A £500,000 contract for advance works to Rothesay Pavilion has been won by a company based in Cowal.

The contract for the first major phase of the building’s regeneration was awarded to John Brown (Strone) Ltd, a company with significant experience of working on Bute.

The Pavilion’s owners, Argyll and Bute Council, decided in January to split the principal contract for the building’s refurbishment into two stages - the ‘advance works’ being the first - after survey work carried out in the autumn suggested the total cost of the project was likely to rise from £9m to £11m.

Argyll and Bute Council’s executive director for development and infrastructure, Pippa Milne, said: “This is another key stage in our project to restore the Pavilion to its former glory.

“We are very pleased to have awarded the contract, at a fair price, to an Argyll company with such a strong track record. Big construction contracts like this have a number of benefits to the local economy, such as local tradesmen having the opportunity to sub-contract and hotels and B&Bs providing accommodation for workers.

“Following the closure of the building in September last year we were able to carry out some further detailed survey work which revealed that the building was in a much poorer condition than previously thought.

“The roof and external walls are suffering from severe water ingress; the existing (external) on-site drainage pipes are fractured and will need to be completely renewed; and, following the identification of poor subsoil conditions, the foundations will need to be significantly underpinned and reinforced in order to cope with the distribution of loads in the renovated facility.

“This first contract, for advanced works, is an important step. It has been let with the intention of starting in mid-April and finishing in the summer.
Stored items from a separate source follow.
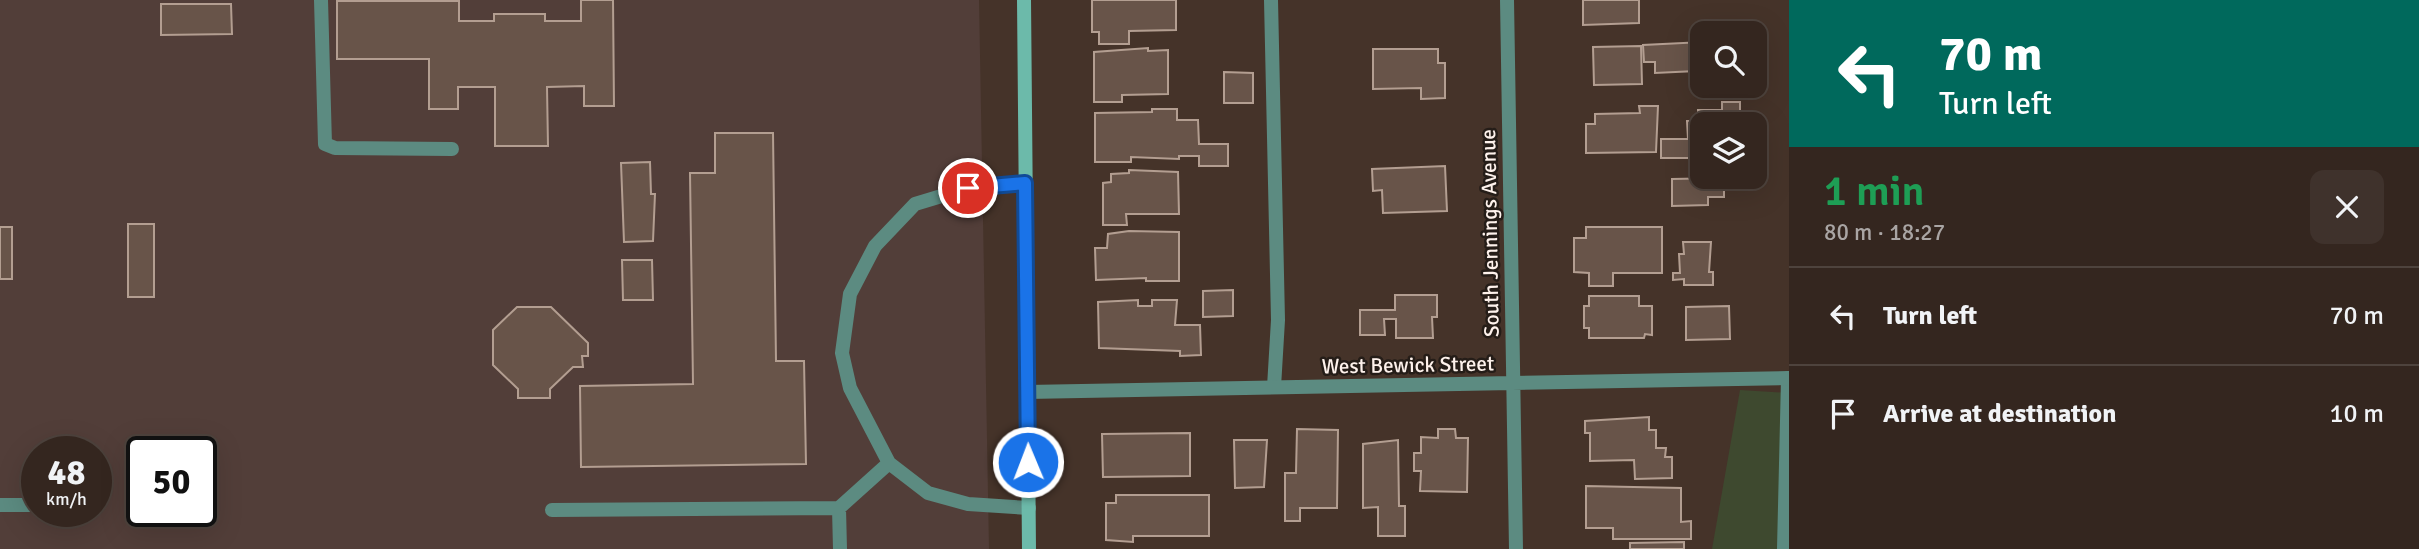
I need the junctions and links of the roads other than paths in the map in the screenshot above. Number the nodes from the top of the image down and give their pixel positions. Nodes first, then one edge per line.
1 (321, 0) edge
2 (1024, 0) edge
3 (1271, 0) edge
4 (1507, 0) edge
5 (452, 149) dead end
6 (1025, 183) junction
7 (1788, 379) edge
8 (1514, 385) junction
9 (1274, 387) junction
10 (1027, 392) junction
11 (889, 463) junction
12 (0, 505) edge
13 (21, 505) edge
14 (839, 508) junction
15 (1029, 508) junction
16 (552, 510) dead end
17 (840, 549) edge
18 (1029, 549) edge
19 (1516, 549) edge
20 (1784, 549) edge

1 - 5 street
2 - 6 main road
3 - 9 street
4 - 8 street, South Jennings Avenue
6 - 10 main road
6 - 11 street
7 - 8 street, West Bewick Street
7 - 20 street
8 - 9 street, West Bewick Street
8 - 19 street, South Jennings Avenue
9 - 10 street, West Bewick Street
10 - 15 main road
11 - 14 street
11 - 15 street
12 - 13 street
14 - 16 street
14 - 17 street
15 - 18 main road

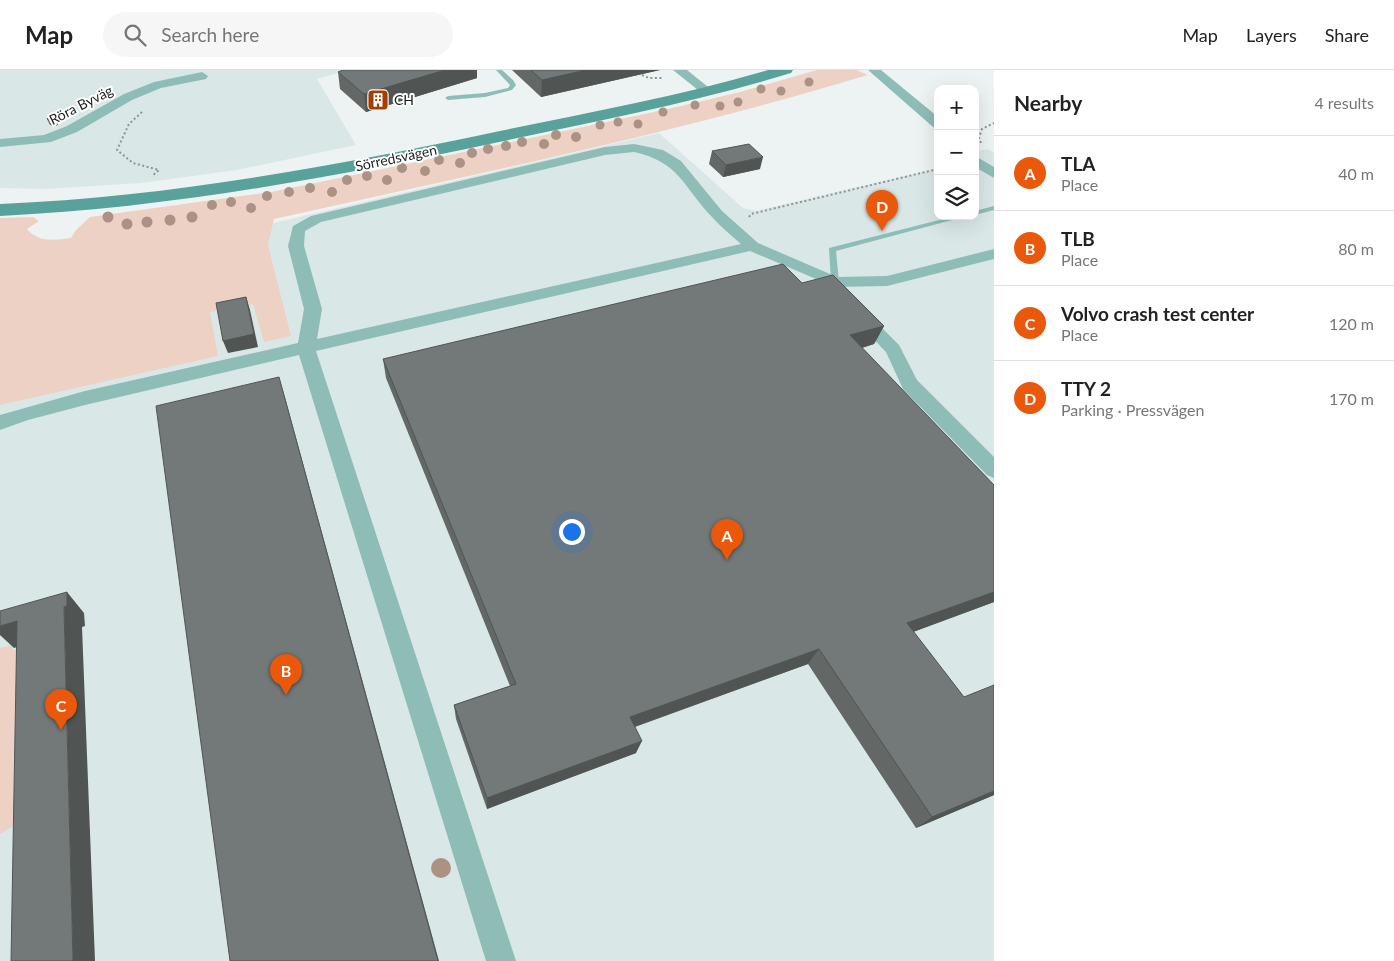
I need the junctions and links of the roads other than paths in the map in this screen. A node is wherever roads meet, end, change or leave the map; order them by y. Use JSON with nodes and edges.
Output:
{"nodes":[{"id":1,"x":499,"y":70,"type":"edge"},
{"id":2,"x":679,"y":70,"type":"edge"},
{"id":3,"x":785,"y":70,"type":"edge"},
{"id":4,"x":874,"y":70,"type":"edge"},
{"id":5,"x":888,"y":70,"type":"edge"},
{"id":6,"x":202,"y":76,"type":"dead end"},
{"id":7,"x":893,"y":84,"type":"junction"},
{"id":8,"x":708,"y":91,"type":"junction"},
{"id":9,"x":448,"y":98,"type":"dead end"},
{"id":10,"x":934,"y":120,"type":"edge"},
{"id":11,"x":0,"y":143,"type":"edge"},
{"id":12,"x":980,"y":146,"type":"edge"},
{"id":13,"x":994,"y":160,"type":"edge"},
{"id":14,"x":979,"y":163,"type":"edge"},
{"id":15,"x":994,"y":174,"type":"edge"},
{"id":16,"x":994,"y":208,"type":"edge"},
{"id":17,"x":0,"y":210,"type":"edge"},
{"id":18,"x":979,"y":212,"type":"edge"},
{"id":19,"x":948,"y":220,"type":"edge"},
{"id":20,"x":752,"y":246,"type":"junction"},
{"id":21,"x":994,"y":254,"type":"edge"},
{"id":22,"x":835,"y":282,"type":"junction"},
{"id":23,"x":306,"y":349,"type":"junction"},
{"id":24,"x":0,"y":423,"type":"edge"},
{"id":25,"x":994,"y":470,"type":"edge"},
{"id":26,"x":501,"y":961,"type":"edge"}],
"edges":[{"from":1,"to":9,"type":"lane"},
{"from":2,"to":8,"type":"street"},
{"from":3,"to":8,"type":"street","name":"Sörredsvägen"},
{"from":4,"to":7,"type":"street"},
{"from":5,"to":7,"type":"street"},
{"from":6,"to":11,"type":"street","name":"Röra Byväg"},
{"from":7,"to":10,"type":"street"},
{"from":8,"to":17,"type":"street","name":"Sörredsvägen"},
{"from":12,"to":13,"type":"street"},
{"from":14,"to":15,"type":"street"},
{"from":16,"to":18,"type":"lane"},
{"from":19,"to":22,"type":"lane"},
{"from":20,"to":22,"type":"street"},
{"from":20,"to":23,"type":"street"},
{"from":20,"to":23,"type":"street"},
{"from":21,"to":22,"type":"street"},
{"from":22,"to":25,"type":"street"},
{"from":23,"to":24,"type":"street"},
{"from":23,"to":26,"type":"street"}]}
These works will involve removal of all ceilings on the ground and first floors, removal of redundant mechanical and electrical systems and survey and repair of the reinforced concrete frame of the building.

“These works will help us slow the deterioration of the building and give us greater detail on its condition.

“By undertaking them as a separate contract we can gain a much better understanding of large areas of the building which are currently hidden and unseen.

“The greater detail we have the better – this allows us to be more specific when we let the main contract, ensuring that we manage the financial risk to the council in the most sensible way.”

Following the completion of this work it is anticipated that the main contract works will commence towards the end of this year.

Julia Twomlow, chief executive of the Rothesay Pavilion Charity, which will take over the running of the building when the refurbishment work is complete, said: “Over the last few months we’ve been in the Pavilion a lot, working with council staff and a great team of volunteers, to clear the contents and pass them on for reuse in the community in anticipation of construction works starting.

“During that time we have all been keenly aware of the building’s deterioration so it is fabulous to hear that the enabling contract has been awarded and we can start to move forward to a more positive phase.

“Having witnessed how much local affection there is for the Pavilion here in Rothesay, we think this is going to be welcome news for everyone and we look forward to working with Argyll and Bute Council and with the appointed contractors over the coming weeks.”

The advance works are being funded through the Scottish Government’s Regeneration Capital Grant Fund and the UK’s Government’s Coastal Communities Fund.